<<<<

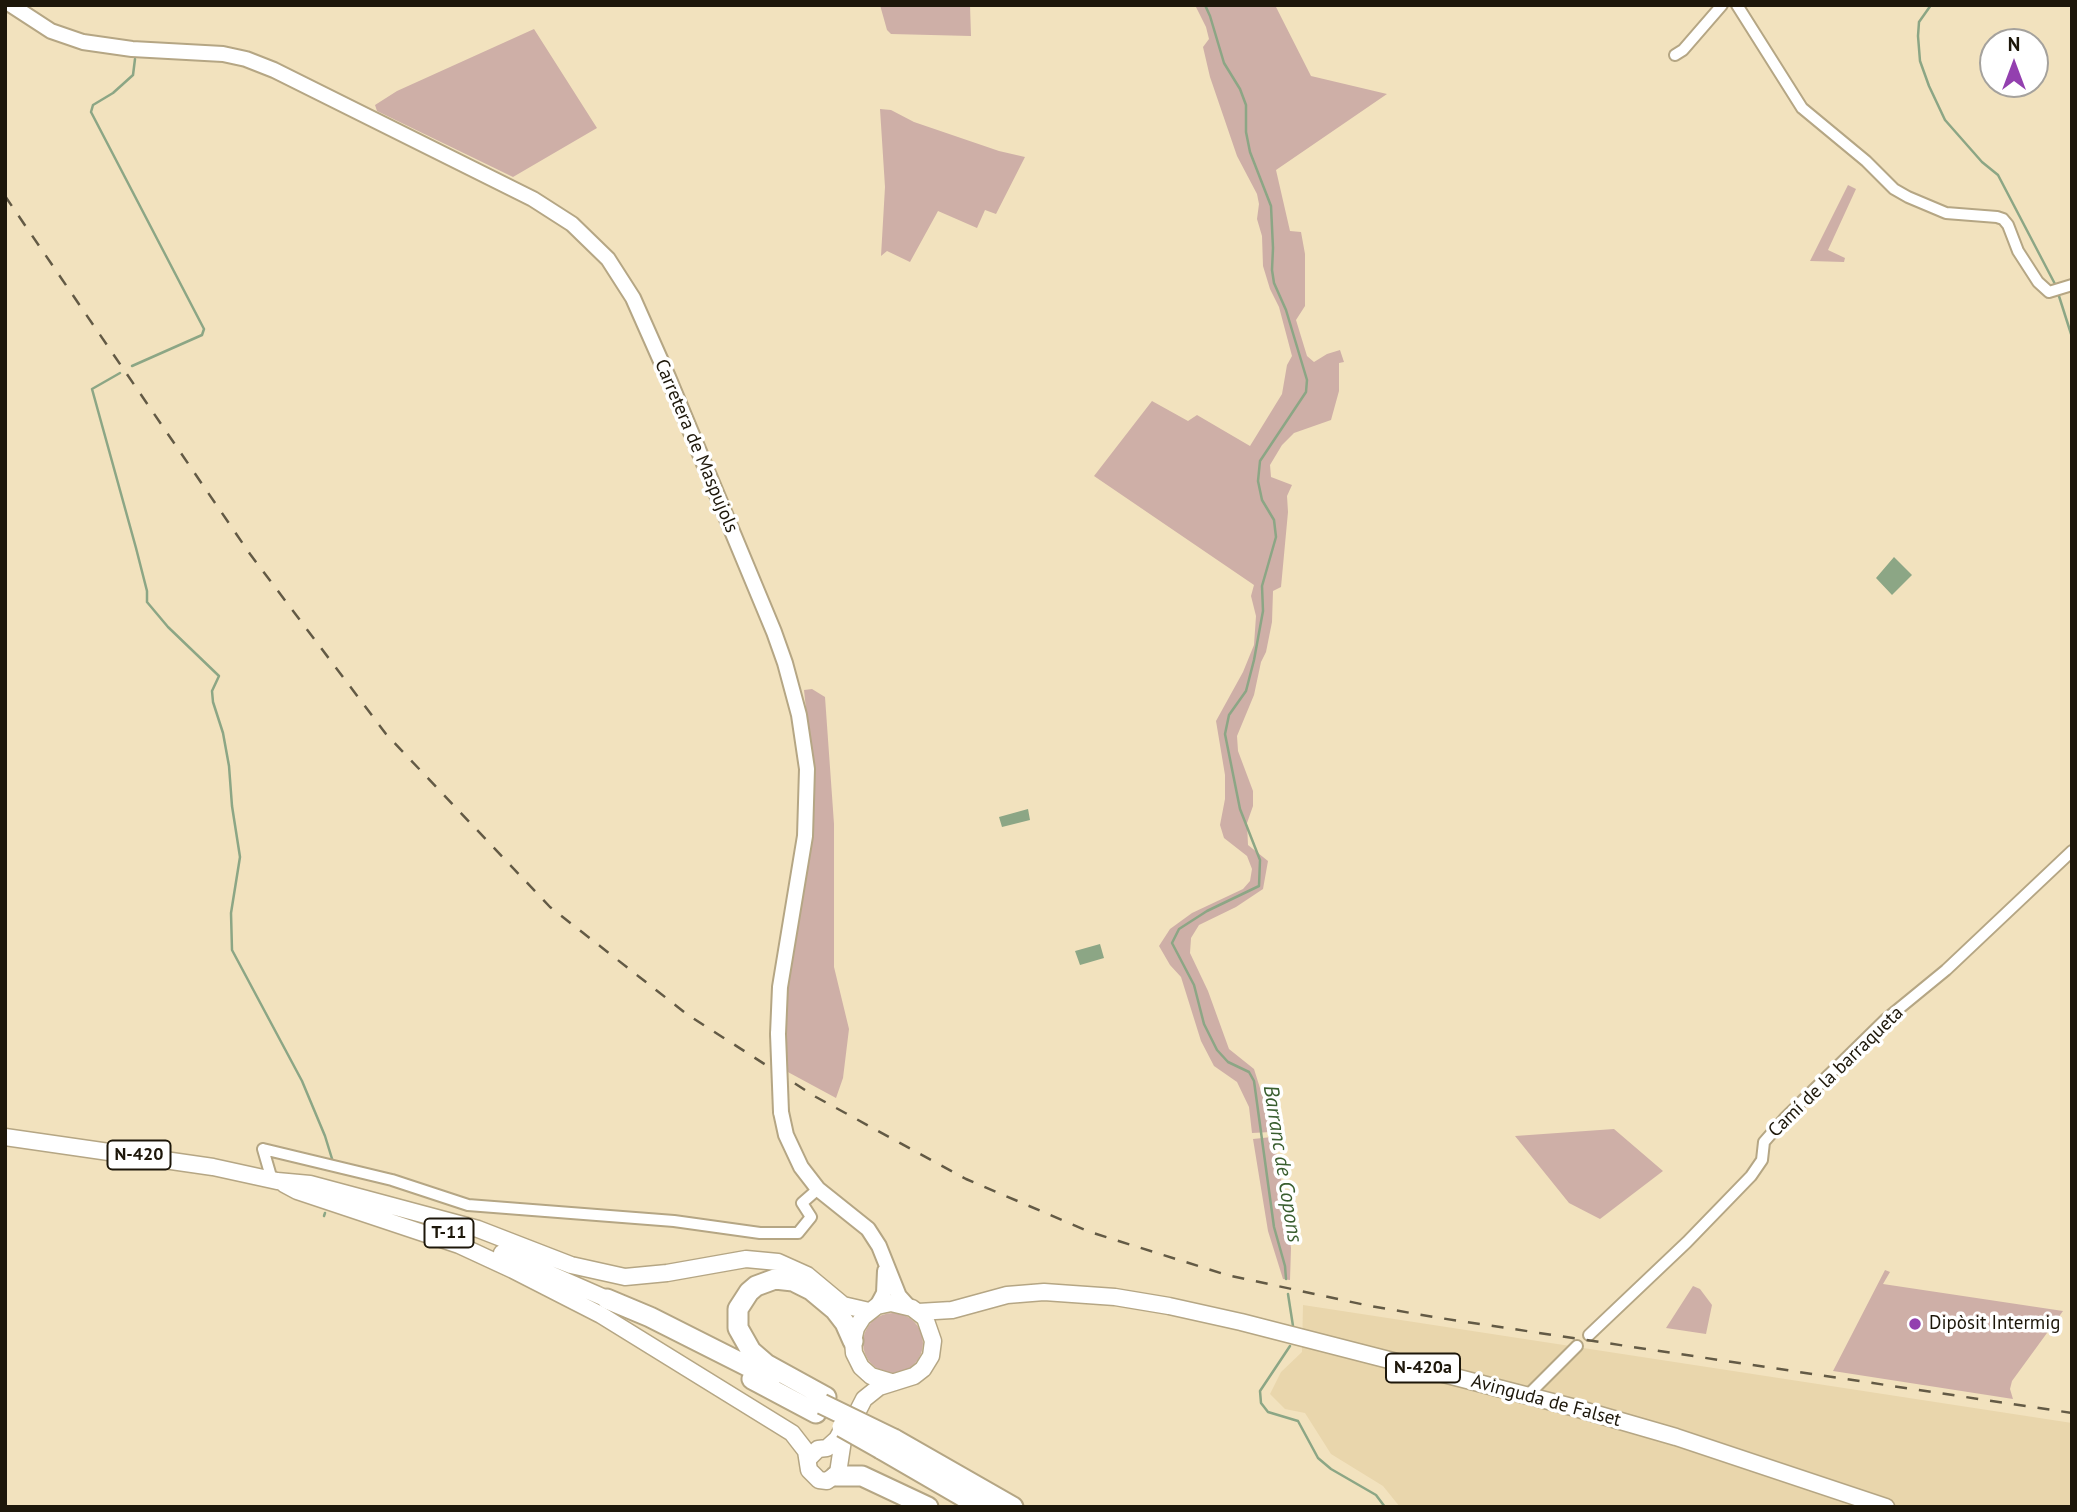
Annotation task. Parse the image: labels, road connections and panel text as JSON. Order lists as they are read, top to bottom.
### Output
{
  "streets": {
    "highway": ["T-11"],
    "main road": ["N-420", "N-420a", "Avinguda de Falset"],
    "street": ["Carretera de Maspujols", "Camí de la barraqueta"]
  },
  "crossings": [
    ["Carretera de Maspujols", "Avinguda de Falset"],
    ["N-420", "T-11"]
  ],
  "water": ["Barranc de Copons"],
  "places": ["Dipòsit Intermig"],
  "north": "top"
}
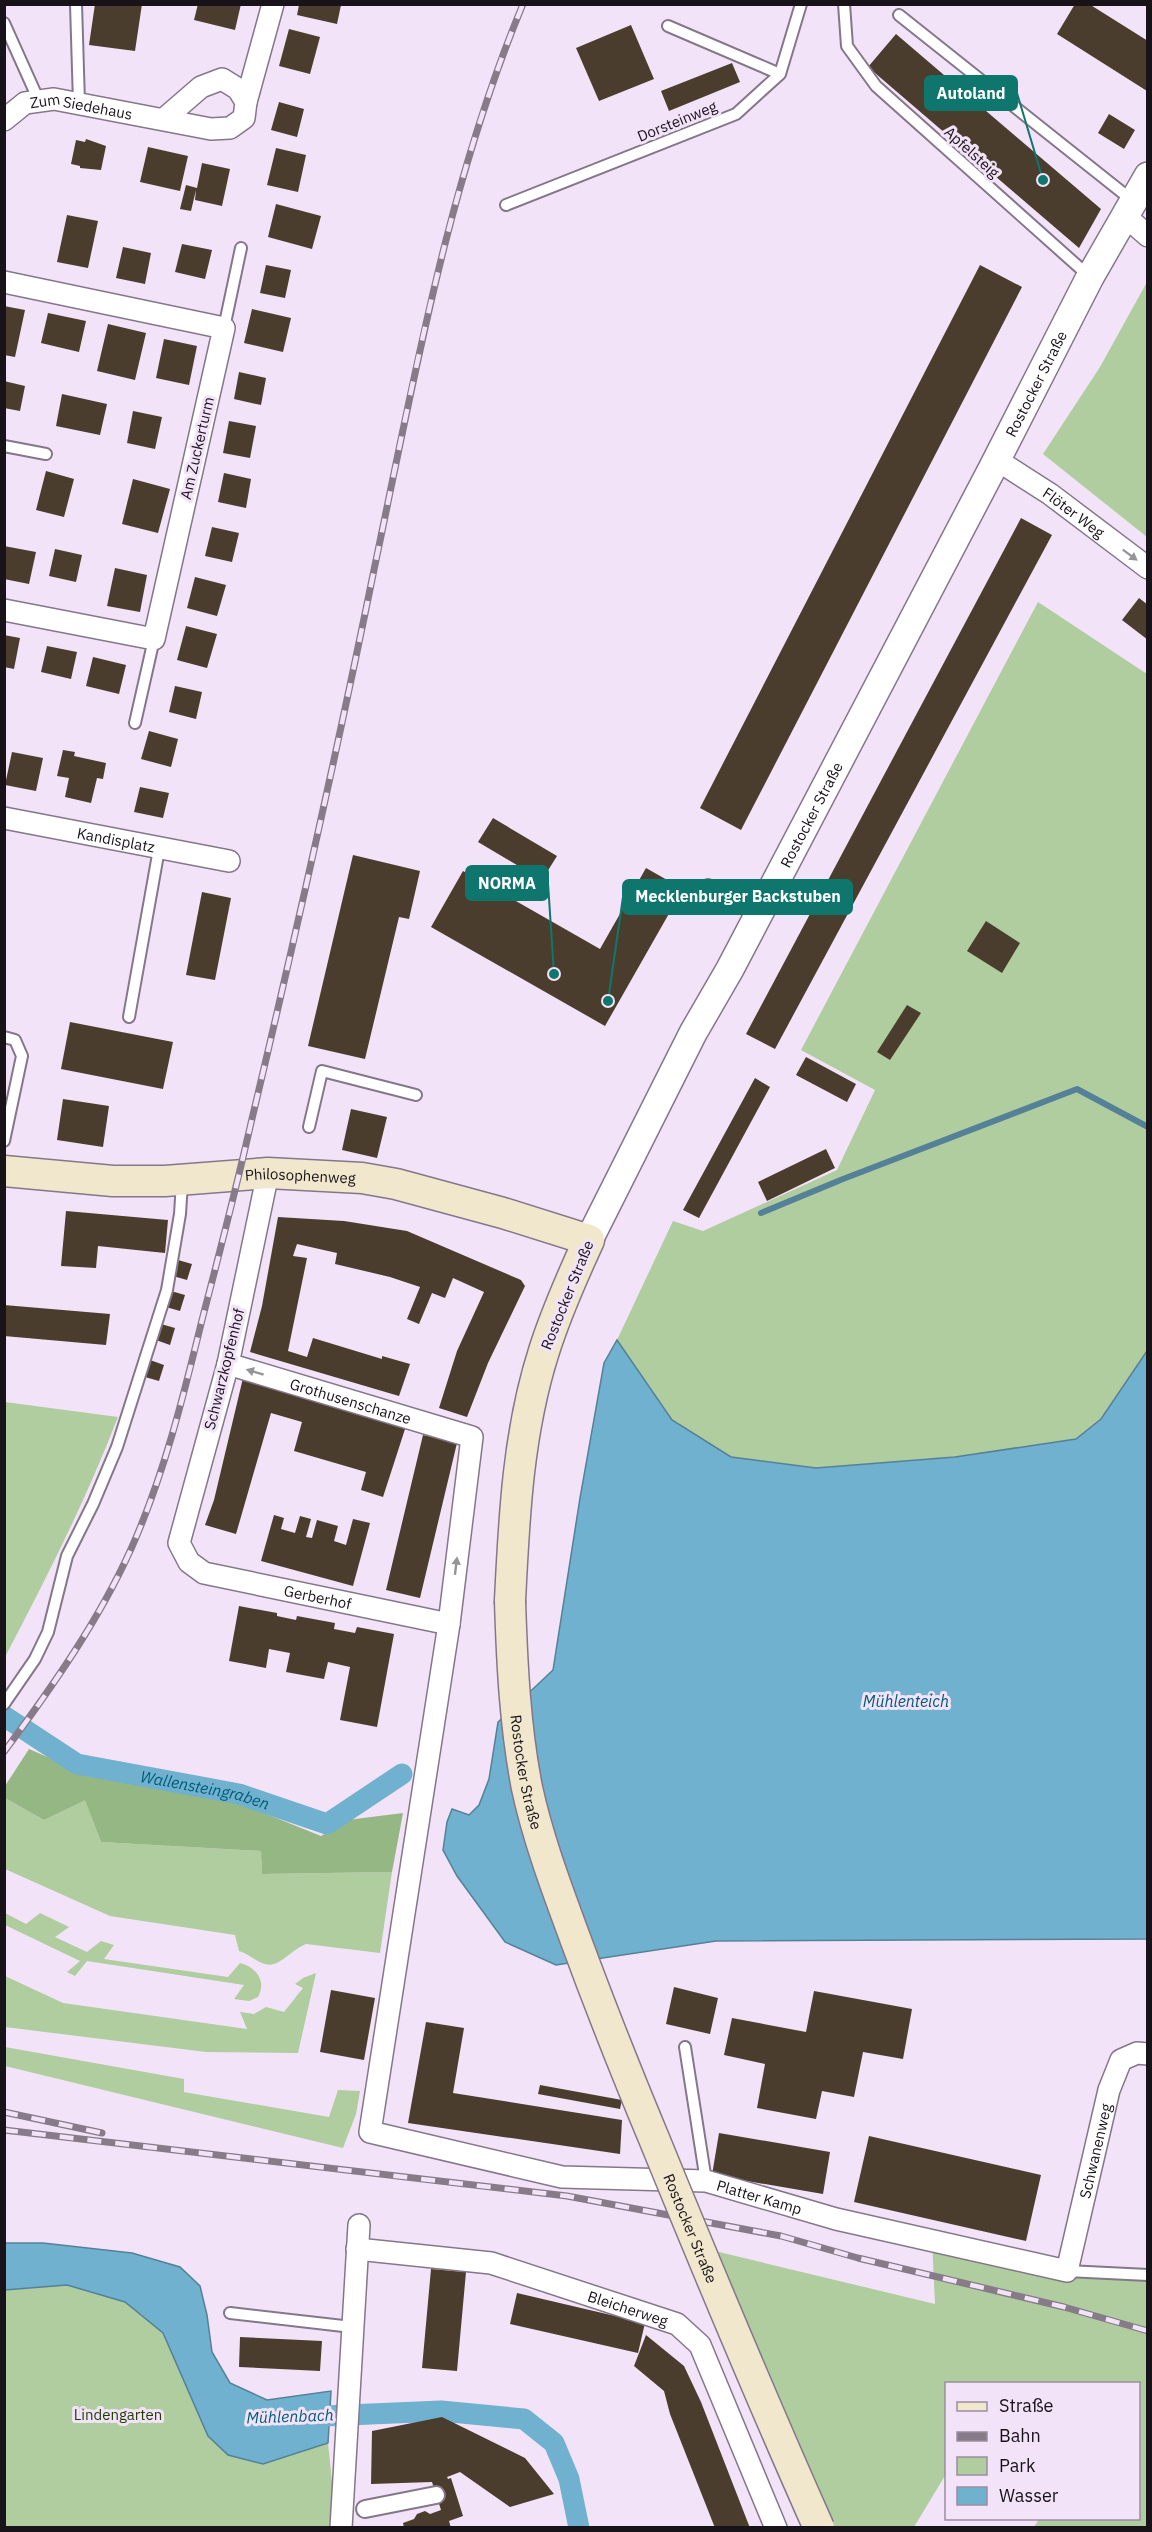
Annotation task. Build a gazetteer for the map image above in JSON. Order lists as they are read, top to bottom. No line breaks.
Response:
{"streets":{"main road":["Rostocker Straße","Philosophenweg"],"street":["Zum Siedehaus","Am Zuckerturm","Flöter Weg","Kandisplatz","Schwarzkopfenhof","Grothusenschanze","Gerberhof","Schwanenweg","Platter Kamp","Bleicherweg"],"lane":["Dorsteinweg","Apfelsteig"]},"crossings":[["Apfelsteig","Rostocker Straße"],["Rostocker Straße","Flöter Weg"],["Rostocker Straße","Philosophenweg"],["Philosophenweg","Schwarzkopfenhof"],["Schwarzkopfenhof","Grothusenschanze"],["Schwarzkopfenhof","Gerberhof"],["Grothusenschanze","Gerberhof"],["Grothusenschanze","Platter Kamp"],["Gerberhof","Platter Kamp"],["Schwanenweg","Platter Kamp"]],"one_way":["Flöter Weg"],"water":["Mühlenteich","Wallensteingraben","Mühlenbach"],"parks":["Lindengarten"],"places":["Autoland","NORMA","Mecklenburger Backstuben"],"legend":["Straße","Bahn","Park","Wasser"]}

>>>>

:: Your task ::
Every line that contains the string "Annotation" should be returned from the data.

:: Result for this task ::
Annotation task. Parse the image: labels, road connections and panel text as JSON. Order lists as they are read, top to bottom.
Annotation task. Build a gazetteer for the map image above in JSON. Order lists as they are read, top to bottom. No line breaks.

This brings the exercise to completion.